Details to watch out for

Olinks provide the tremendous power of cross referencing between documents, but they have a price. Olinks introduce dependencies between documents that are not an issue with standalone documents. The documents in a collection must "play together", and so they must follow a few rules.

Using a sitemap

One of the most powerful features of the olink system is the sitemap in the target database document. The sitemap is an XML structure that parallels the directory structure of your HTML output tree. By recording the output locations for all the documents in your olink database, the stylesheet can compute relative hrefs for links between any two documents. The stylesheets compute the correct number of ../ steps to move up, and the right sequence of directory names to move down to locate a file. Relative hrefs make your HTML highly portable, as long as you keep the same directory structure when you move the files.

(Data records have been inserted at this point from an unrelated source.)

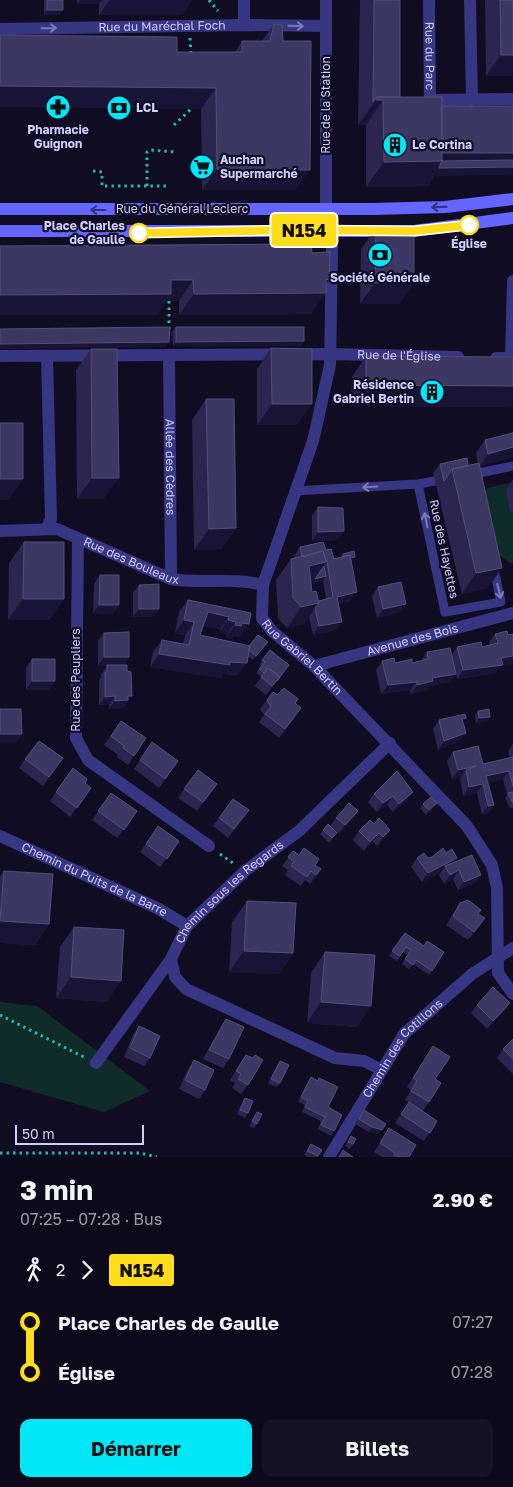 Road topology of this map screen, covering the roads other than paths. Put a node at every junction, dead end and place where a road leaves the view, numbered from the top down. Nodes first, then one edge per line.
1 (244, 0) edge
2 (326, 0) edge
3 (429, 0) edge
4 (470, 0) edge
5 (244, 25) junction
6 (326, 26) junction
7 (0, 29) edge
8 (513, 99) edge
9 (472, 100) junction
10 (513, 199) edge
11 (326, 209) junction
12 (0, 210) edge
13 (513, 218) edge
14 (0, 232) edge
15 (330, 232) junction
16 (513, 281) edge
17 (330, 354) junction
18 (169, 355) junction
19 (0, 356) edge
20 (47, 356) junction
21 (470, 357) edge
22 (486, 358) edge
23 (513, 466) edge
24 (469, 478) edge
25 (436, 481) dead end
26 (418, 484) junction
27 (294, 490) junction
28 (46, 529) junction
29 (0, 530) edge
30 (78, 539) junction
31 (492, 559) edge
32 (171, 579) junction
33 (262, 585) junction
34 (513, 613) edge
35 (314, 666) junction
36 (390, 743) junction
37 (0, 836) edge
38 (209, 846) road end
39 (187, 926) junction
40 (513, 948) edge
41 (497, 958) junction
42 (171, 959) junction
43 (513, 994) edge
44 (96, 1063) road end
45 (382, 1070) junction
46 (329, 1157) edge

1 - 5 street
2 - 6 street, Rue de la Station
3 - 9 street, Rue du Parc
4 - 9 street
5 -> 6 street, Rue du Maréchal Foch
7 -> 5 street, Rue du Maréchal Foch
6 - 11 street, Rue de la Station
8 - 9 street, Rue du Parc
10 -> 11 main road, Rue du Général Leclerc
11 -> 12 main road, Rue du Général Leclerc
11 - 15 street, Rue Gabriel Bertin
13 - 15 main road, Rue du Général Leclerc
14 - 15 main road, Rue du Général Leclerc
15 - 17 street, Rue Gabriel Bertin
16 - 22 street
17 - 18 street
17 - 21 street, Rue de l'Église
17 - 27 street, Rue Gabriel Bertin
18 - 20 street
18 - 32 street, Allée des Cèdres
19 - 20 street
20 - 28 street
23 - 24 lane
25 - 26 lane, Rue des Hayettes
26 -> 27 lane, Rue des Hayettes
31 -> 26 lane, Rue des Hayettes
27 - 33 street, Rue Gabriel Bertin
28 - 29 street, Rue des Bouleaux
28 - 30 street, Rue des Bouleaux
30 - 32 street, Rue des Bouleaux
30 - 38 street, Rue des Peupliers
32 - 33 street, Rue des Bouleaux
33 - 35 street, Rue Gabriel Bertin
34 - 35 street, Avenue des Bois
35 - 36 street, Rue Gabriel Bertin
36 - 39 street, Chemin sous les Regards
36 - 41 street, Rue Gabriel Bertin
37 - 39 street, Chemin du Puits de la Barre
39 - 42 street, Chemin sous les Regards
40 - 41 street, Chemin des Cotillons
41 - 43 street, Rue Gabriel Bertin
41 - 45 street, Chemin des Cotillons
42 - 44 street, Chemin sous les Regards
42 - 45 street
45 - 46 street, Chemin des Cotillons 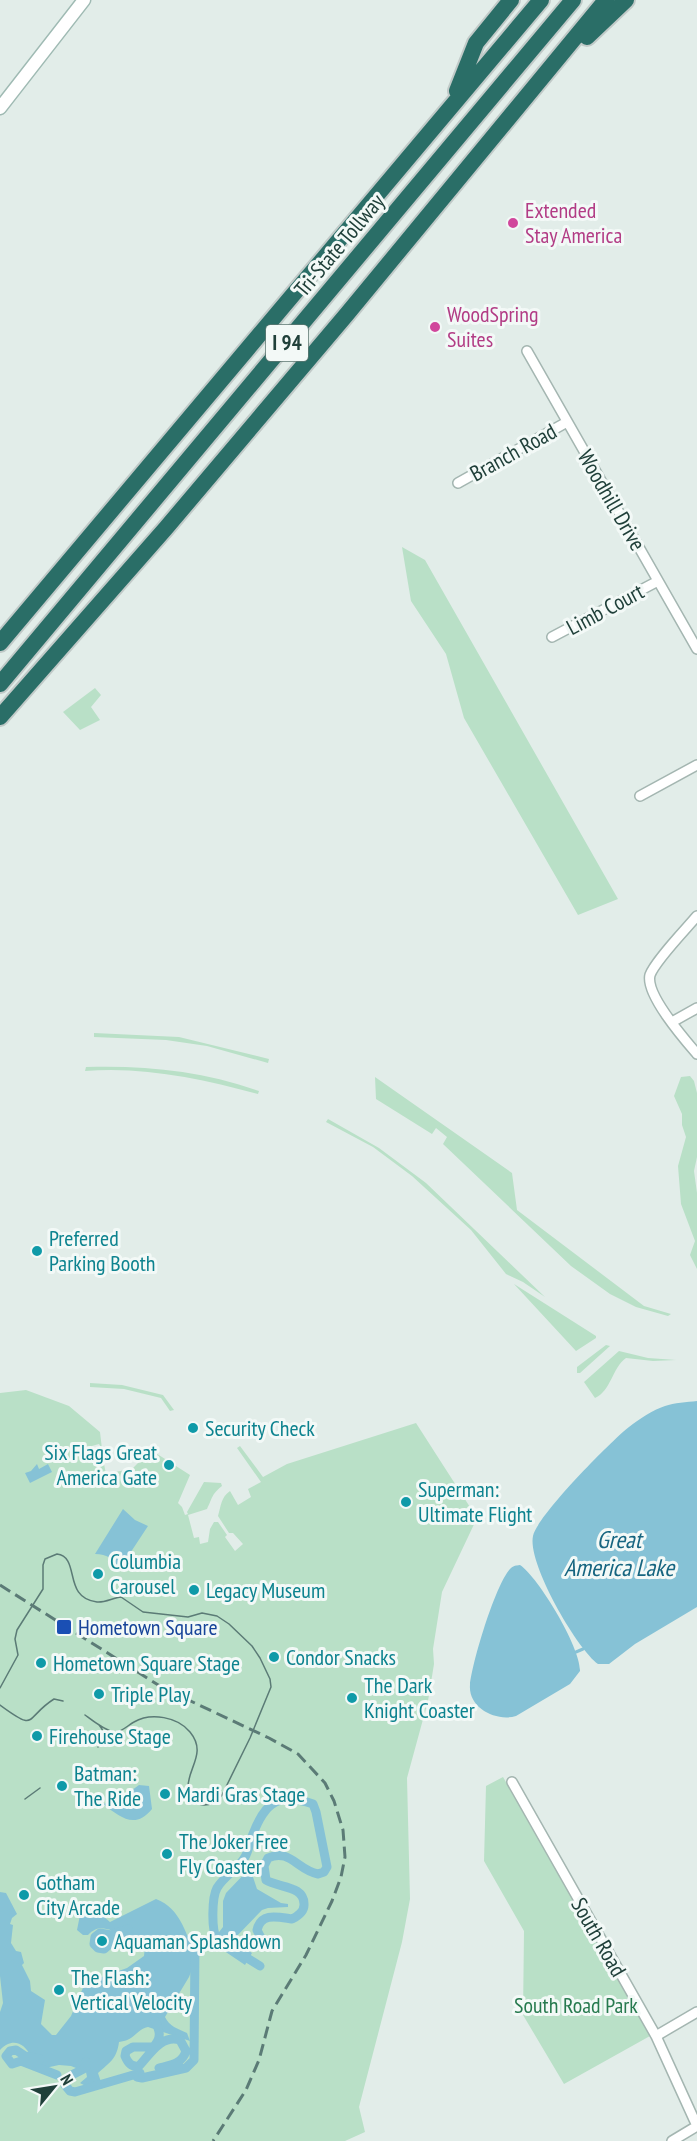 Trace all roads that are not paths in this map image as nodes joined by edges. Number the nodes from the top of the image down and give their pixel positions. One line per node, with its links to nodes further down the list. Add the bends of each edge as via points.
1 (84, 0): 8 (street)
2 (511, 0): 7 (highway, via 476,43)
3 (541, 0): 7 (highway, Tri-State Tollway / I 94)
4 (573, 0): 17 (highway, Tri-State Tollway / I 94)
5 (606, 0): 9 (highway)
6 (626, 0): 9 (highway)
7 (452, 104): 15 (highway, Tri-State Tollway / I 94)
8 (0, 108)
9 (510, 118): 18 (highway, via 166,528)
10 (527, 351): 11 (street, Woodhill Drive)
11 (567, 422): 12 (street, Branch Road); 13 (street, Woodhill Drive)
12 (458, 483)
13 (658, 581): 14 (street, Limb Court); 16 (street, Woodhill Drive)
14 (552, 637)
15 (0, 643)
16 (697, 649)
17 (0, 684)
18 (0, 717)
19 (697, 765): 20 (street)
20 (640, 796)
21 (697, 916): 23 (street, via 653,969 649,984)
22 (697, 1008): 23 (street)
23 (672, 1022): 24 (street)
24 (697, 1054)
25 (512, 1782): 27 (street, South Road)
26 (697, 2012): 27 (street)
27 (656, 2036): 28 (street, South Road)
28 (697, 2126): 29 (street)
29 (672, 2141)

Keep in mind that the sitemap records the HTML output hierarchy, not the XML source hierarchy. The location of your XML documents does not matter. Creating an output sitemap requires advanced planning for your document collection. You need to decide the name and location of each directory containing output. If you change where you put your HTML files, be sure to update your sitemap as well.

For the sitemap to work, you have to set the current.docid parameter for each document you process. You set the parameter value to the targetdoc identifier for the current document. That informs the stylesheet of the starting point for computing relative references, since that information is not recorded in the document itself.

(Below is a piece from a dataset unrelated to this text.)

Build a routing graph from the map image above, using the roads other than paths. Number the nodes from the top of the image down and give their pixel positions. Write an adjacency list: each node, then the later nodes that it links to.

Here are some guidelines for understanding the sitemap feature. See Example 23.1, “Target database document” for examples.

  • The output directory hierarchy is represented by nested dir elements in the sitemap. Each dir element's name attribute must match the name of its output directory. Thus a sequence of dir descendants can represent part of a pathname.

  • A dir element can also contain a document element. A typical setup will have terminal dirs containing a single document element, especially if that document is chunked. But a dir element can contain a document element and other dir elements, if that is your directory structure.

  • Each document element's targetdoc attribute value is the same document identifier used for olinking to that document. This identifier keys the stylesheet to the current document's location in the sitemap so it can compute relative paths from there to other documents.

  • The content of each document element is the set of target data collected for that document. This is usually inserted as a system entity reference, although XInclude can be used as well (see the section “Using XInclude in the database document”).

  • Non-chunked documents may need a baseuri attribute on their document element to indicate the HTML filename. This is necessary if the olink.base.uri parameter was not used to provide the same filename when collecting the document's target data. Don't use both the parameter and the attribute, or both will appear in the generated hrefs.

  • The sitemap element itself contains a single top-level dir that serves as a container for the other dir elements. The top-level name attribute is irrelevant, since it is never used in hrefs (it is always represented by ../).

  • A directory can contain the output for more than one document. Expressed in the sitemap, this means a dir element can contain more than one document element. This feature is most useful for putting together several non-chunked documents. Chunked documents run the risk of duplicate filenames that would overwrite each other.